De même, Peggy s’investit dans au moins trois types d’activités New Age : lecture des tarots, association pour sauver le Tibet (« Save Tibet »), et le Fireweed Eagle Clan 638 . La participation à plusieurs activités s’avère typique des New Agers, ce qui génère une instabilité des groupes, amenés à naître et à disparaître quelquefois en quelques mois. F. Champion note à ce sujet :

‘Le type d’individualisme valorisant l’immédiateté des émotions de chacun […] prend, dans la nébuleuse mystique-ésotérique, une forme exacerbée qui entraîne une extrême précarité des groupes et fait de cette nébuleuse une mouvance particulièrement instable et changeante. 639

Les liens multiples, invisibles et omniprésents qui, tissant leur toile entre mouvements, groupes, et individus, fondent la spécificité structurelle du New Age sont également valorisés. Le bouche à oreille semble avoir regagné ses lettres de noblesse, et un nouveau prestige couronne la notion de « coïncidence ». Ici encore, J. Redfield incarne bien cette tendance :

‘I think our new awareness of the spiritual is expanding in exactly this way, no longer through hype nor fad, but personally, through a kind of positive psychological contagion among people. 640

Les coïncidences revêtent une importance nouvelle, elles sont un « signe », elles manifestent l’avènement d’une ère particulière, et en cela elles constituent un élément de la tendance à chercher la signification spirituelle et personnelle de chaque événement. Ainsi, comme dans beaucoup de théologies, tout fait sens, même l’incident le plus anodin. Le témoignage de Samantha est en ce sens représentatif de l’attitude des New Agers :

‘I think that’s how it happens, you just stumble into – or actually you think you’re stumbling into – but I have learned that there is order in this chaos, or what you think is chaos, it’s order… And it’s so comforting to know that everything is orchestrated… You know, there’s a greater plan… You’re only acting it out… 641

Il n’y a plus de hasard mais des correspondances et analogies.
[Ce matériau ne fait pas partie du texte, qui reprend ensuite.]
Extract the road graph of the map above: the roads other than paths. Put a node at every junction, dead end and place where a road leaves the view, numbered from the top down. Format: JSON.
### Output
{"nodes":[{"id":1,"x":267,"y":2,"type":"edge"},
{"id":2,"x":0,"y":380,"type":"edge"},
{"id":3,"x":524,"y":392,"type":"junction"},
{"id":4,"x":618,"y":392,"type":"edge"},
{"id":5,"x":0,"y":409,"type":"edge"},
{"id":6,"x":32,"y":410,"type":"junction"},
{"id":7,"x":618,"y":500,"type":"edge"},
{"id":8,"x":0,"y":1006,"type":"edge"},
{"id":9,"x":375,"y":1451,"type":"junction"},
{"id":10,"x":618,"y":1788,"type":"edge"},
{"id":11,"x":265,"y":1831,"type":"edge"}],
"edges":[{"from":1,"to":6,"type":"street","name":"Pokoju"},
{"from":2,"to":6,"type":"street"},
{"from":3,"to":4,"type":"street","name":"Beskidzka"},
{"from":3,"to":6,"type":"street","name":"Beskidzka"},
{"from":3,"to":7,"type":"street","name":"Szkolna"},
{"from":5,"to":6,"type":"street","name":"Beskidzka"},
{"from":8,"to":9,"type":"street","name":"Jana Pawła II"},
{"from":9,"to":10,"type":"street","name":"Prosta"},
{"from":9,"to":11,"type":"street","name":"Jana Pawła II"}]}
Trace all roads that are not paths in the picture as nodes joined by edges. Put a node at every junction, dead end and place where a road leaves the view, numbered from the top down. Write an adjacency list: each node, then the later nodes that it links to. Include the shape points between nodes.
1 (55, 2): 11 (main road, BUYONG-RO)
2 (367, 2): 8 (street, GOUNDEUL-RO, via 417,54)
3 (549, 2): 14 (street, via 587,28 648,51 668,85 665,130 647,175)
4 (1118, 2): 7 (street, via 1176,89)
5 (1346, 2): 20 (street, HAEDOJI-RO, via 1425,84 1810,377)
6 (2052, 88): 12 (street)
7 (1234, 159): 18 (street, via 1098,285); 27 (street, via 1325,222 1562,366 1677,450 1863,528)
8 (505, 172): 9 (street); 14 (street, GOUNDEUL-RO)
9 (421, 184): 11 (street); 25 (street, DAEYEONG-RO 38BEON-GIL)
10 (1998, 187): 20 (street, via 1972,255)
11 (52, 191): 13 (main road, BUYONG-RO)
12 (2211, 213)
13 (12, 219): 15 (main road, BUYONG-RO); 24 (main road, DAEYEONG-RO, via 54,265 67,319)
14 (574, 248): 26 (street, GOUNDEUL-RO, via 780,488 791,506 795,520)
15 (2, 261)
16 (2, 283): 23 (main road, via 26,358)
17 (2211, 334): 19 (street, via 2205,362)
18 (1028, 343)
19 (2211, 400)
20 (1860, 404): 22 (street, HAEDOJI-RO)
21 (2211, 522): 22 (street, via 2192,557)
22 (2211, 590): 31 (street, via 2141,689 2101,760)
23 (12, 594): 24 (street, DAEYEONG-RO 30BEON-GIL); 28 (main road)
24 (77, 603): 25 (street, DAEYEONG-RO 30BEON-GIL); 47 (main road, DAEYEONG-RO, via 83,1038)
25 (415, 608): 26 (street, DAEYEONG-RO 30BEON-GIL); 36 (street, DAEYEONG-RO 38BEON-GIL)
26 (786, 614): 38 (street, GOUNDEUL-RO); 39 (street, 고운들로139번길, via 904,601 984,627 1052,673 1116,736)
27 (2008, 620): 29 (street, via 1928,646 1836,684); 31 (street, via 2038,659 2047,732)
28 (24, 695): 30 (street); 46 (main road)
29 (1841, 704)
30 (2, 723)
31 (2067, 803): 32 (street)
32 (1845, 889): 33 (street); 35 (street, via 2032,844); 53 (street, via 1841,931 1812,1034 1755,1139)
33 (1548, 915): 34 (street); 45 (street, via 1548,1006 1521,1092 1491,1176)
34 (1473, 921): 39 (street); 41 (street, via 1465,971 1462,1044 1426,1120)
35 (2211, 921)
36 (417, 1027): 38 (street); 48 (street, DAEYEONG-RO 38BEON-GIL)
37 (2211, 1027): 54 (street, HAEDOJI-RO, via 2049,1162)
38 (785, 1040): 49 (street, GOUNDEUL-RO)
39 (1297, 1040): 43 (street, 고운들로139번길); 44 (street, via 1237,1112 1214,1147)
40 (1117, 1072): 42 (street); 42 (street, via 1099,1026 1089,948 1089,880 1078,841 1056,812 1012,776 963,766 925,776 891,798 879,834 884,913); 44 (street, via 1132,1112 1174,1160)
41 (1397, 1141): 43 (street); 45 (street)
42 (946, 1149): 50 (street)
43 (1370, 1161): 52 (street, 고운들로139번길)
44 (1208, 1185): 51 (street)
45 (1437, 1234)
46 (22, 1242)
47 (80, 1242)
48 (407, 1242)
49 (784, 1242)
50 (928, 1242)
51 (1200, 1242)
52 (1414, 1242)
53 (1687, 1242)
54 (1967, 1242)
Par exemple, Peggy évoque qu’elle a découvert que son ami, Michael, était né le même jour que le Dalaï-Lama, alors qu’il allait justement prendre la décision de partir un an en tant que professeur de mathématiques bénévole à Dharamsala, où le gouvernement tibétain en exil s’est installé. 642 Cette coïncidence est pour elle lourde de sens, sans pour autant que la signification soit explicite. Dans le New Age, la coïncidence marque l’importance d’un événement, mais ne donne pas lieu à une interprétation.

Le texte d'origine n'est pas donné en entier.